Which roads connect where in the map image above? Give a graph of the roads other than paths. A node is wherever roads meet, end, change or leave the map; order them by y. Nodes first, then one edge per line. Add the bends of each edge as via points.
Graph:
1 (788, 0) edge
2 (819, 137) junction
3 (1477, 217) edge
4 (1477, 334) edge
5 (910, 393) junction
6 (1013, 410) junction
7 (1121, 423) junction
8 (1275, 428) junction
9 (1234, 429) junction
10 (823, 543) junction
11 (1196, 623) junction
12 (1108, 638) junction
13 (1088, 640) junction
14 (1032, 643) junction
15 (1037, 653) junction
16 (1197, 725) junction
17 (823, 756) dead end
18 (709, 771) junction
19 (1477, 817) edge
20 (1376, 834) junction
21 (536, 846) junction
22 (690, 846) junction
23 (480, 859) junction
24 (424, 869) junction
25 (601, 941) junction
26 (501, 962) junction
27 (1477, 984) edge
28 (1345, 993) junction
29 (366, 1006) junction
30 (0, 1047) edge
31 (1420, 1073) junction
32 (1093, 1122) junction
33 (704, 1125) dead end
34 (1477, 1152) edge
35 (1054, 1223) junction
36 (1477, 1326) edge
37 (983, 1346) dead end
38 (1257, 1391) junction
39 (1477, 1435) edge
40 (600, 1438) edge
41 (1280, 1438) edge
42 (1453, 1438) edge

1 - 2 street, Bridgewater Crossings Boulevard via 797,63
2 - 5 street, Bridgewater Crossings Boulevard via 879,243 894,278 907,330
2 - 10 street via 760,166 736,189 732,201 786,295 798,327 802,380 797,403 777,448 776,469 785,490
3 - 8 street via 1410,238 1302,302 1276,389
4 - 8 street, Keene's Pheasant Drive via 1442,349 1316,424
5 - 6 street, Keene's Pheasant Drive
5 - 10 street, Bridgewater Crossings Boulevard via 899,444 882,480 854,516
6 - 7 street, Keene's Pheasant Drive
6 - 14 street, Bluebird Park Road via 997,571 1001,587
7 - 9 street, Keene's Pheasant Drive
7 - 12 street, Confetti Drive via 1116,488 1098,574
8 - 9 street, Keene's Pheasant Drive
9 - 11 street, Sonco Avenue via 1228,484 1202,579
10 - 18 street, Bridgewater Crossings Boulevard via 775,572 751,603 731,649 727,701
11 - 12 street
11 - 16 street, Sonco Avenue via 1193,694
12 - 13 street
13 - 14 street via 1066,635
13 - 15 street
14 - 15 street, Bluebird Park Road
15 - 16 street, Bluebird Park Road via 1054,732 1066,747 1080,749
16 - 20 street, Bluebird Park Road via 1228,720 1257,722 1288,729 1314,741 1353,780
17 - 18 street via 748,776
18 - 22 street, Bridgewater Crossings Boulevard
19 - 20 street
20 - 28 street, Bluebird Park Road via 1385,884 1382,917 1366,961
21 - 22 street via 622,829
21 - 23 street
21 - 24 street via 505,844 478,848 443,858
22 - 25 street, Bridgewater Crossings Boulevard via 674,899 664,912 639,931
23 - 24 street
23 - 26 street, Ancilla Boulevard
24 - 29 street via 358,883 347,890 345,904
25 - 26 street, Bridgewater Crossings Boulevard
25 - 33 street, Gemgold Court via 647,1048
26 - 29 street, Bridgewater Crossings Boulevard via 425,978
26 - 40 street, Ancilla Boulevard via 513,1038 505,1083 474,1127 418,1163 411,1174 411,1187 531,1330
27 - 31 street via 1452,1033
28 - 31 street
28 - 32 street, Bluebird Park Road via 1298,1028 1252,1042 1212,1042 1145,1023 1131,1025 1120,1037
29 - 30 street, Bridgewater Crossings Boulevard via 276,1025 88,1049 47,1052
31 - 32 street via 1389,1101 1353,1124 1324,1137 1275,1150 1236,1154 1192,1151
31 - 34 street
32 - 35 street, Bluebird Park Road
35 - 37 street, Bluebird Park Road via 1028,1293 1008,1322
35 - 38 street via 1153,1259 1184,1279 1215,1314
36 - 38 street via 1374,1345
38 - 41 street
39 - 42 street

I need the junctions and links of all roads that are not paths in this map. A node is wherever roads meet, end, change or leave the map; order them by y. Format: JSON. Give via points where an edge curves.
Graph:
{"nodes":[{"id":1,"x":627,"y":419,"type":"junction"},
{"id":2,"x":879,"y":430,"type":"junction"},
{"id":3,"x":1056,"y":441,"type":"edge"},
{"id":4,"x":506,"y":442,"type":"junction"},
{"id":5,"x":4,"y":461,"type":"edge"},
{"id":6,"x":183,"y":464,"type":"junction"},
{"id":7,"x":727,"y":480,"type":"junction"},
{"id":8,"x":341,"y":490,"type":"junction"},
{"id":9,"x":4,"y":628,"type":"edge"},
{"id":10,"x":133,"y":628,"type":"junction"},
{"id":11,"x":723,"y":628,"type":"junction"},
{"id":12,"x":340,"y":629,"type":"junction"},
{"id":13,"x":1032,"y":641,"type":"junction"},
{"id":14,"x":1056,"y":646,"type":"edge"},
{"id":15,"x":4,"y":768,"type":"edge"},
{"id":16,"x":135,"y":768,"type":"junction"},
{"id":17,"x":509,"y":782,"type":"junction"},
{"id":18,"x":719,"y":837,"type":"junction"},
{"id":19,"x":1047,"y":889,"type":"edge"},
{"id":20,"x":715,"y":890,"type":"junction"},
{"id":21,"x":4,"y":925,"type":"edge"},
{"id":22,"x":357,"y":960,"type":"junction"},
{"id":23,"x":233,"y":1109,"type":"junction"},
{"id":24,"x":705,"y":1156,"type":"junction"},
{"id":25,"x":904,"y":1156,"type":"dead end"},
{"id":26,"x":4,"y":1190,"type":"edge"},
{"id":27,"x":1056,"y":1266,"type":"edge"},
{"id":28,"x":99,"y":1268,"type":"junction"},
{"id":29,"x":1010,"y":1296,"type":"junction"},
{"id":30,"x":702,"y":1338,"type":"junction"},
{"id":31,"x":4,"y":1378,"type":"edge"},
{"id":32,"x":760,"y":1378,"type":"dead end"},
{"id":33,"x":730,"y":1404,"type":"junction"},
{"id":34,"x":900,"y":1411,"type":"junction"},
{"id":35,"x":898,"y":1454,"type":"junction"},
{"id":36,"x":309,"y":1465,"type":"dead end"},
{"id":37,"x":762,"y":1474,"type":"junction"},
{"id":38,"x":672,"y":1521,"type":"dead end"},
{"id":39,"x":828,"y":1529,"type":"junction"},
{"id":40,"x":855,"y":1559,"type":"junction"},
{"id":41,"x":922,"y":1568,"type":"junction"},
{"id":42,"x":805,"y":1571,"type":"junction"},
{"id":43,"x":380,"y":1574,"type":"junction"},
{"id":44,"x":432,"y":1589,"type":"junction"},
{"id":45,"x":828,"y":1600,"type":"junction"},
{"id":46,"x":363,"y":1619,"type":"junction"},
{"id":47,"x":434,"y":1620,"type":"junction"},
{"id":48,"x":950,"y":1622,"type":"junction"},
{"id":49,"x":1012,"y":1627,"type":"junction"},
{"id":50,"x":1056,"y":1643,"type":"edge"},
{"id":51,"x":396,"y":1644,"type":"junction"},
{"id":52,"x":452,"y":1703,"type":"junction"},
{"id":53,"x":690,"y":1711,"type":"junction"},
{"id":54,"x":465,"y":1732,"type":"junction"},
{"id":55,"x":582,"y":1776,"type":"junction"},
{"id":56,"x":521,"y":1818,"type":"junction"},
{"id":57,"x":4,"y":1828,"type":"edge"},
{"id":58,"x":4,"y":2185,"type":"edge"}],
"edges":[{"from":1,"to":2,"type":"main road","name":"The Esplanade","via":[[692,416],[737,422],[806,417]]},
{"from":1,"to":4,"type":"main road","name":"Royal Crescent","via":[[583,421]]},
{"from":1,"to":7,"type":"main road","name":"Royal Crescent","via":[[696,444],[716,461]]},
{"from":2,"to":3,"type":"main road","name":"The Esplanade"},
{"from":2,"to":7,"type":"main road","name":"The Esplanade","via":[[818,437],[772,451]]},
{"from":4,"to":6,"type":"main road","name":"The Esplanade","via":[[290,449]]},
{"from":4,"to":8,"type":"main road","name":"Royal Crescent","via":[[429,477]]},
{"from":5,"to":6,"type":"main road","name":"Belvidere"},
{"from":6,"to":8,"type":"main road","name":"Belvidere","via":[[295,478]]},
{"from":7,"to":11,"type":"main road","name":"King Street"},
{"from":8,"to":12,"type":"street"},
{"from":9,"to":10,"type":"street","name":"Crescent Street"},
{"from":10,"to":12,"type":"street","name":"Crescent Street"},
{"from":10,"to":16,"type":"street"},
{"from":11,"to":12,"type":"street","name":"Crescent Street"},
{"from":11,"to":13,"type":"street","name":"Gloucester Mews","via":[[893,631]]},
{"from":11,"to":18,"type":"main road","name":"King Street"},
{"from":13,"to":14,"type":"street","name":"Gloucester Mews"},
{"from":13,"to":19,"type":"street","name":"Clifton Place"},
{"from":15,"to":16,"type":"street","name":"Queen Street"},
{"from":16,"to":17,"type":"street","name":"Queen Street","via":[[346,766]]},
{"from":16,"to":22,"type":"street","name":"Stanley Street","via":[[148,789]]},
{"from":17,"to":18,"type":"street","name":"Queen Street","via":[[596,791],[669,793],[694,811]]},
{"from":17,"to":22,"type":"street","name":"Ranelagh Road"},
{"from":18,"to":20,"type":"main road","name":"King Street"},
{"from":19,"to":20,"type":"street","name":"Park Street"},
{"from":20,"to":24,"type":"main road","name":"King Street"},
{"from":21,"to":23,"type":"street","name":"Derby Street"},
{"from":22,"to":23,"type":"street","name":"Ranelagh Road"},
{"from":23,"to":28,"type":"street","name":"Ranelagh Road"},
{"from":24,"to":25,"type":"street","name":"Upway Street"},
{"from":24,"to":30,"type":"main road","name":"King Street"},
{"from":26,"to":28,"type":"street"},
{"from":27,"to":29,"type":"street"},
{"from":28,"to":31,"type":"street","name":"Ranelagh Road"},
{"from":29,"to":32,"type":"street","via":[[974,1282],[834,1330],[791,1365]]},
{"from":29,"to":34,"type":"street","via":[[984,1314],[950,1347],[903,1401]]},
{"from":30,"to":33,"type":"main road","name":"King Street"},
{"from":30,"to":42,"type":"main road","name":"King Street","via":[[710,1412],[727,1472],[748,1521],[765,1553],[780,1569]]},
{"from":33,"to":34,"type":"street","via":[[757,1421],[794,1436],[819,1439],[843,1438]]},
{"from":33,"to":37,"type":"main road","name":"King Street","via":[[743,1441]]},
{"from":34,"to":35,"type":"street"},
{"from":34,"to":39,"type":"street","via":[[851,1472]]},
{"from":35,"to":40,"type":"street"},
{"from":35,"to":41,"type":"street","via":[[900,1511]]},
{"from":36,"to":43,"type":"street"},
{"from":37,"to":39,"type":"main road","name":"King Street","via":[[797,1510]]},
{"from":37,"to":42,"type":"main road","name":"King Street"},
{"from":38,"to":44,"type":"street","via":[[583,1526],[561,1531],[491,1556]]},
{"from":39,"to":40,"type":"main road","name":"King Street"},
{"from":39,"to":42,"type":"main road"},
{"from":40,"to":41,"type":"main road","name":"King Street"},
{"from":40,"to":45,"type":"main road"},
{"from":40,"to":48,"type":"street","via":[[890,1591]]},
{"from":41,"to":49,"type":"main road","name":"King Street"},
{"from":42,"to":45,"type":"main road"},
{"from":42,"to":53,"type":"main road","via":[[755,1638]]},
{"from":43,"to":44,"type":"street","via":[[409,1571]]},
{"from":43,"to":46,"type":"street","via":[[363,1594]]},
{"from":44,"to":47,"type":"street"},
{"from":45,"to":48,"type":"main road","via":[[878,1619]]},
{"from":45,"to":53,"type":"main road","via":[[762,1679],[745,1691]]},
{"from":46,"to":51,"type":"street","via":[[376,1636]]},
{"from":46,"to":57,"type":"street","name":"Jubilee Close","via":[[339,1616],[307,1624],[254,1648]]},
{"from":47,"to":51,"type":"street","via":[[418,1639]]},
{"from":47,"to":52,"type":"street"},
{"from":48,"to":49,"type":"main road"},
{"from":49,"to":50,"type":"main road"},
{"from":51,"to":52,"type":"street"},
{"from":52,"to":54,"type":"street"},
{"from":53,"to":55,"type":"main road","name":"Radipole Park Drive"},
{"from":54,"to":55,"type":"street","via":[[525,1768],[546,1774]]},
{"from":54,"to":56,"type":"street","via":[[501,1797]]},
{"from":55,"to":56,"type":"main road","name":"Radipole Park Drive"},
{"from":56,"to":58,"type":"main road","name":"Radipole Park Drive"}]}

(Exercise goal) Each line above with the string "Ancilla" in it should be located and copied.

(Response to the exercise)
23 - 26 street, Ancilla Boulevard
26 - 40 street, Ancilla Boulevard via 513,1038 505,1083 474,1127 418,1163 411,1174 411,1187 531,1330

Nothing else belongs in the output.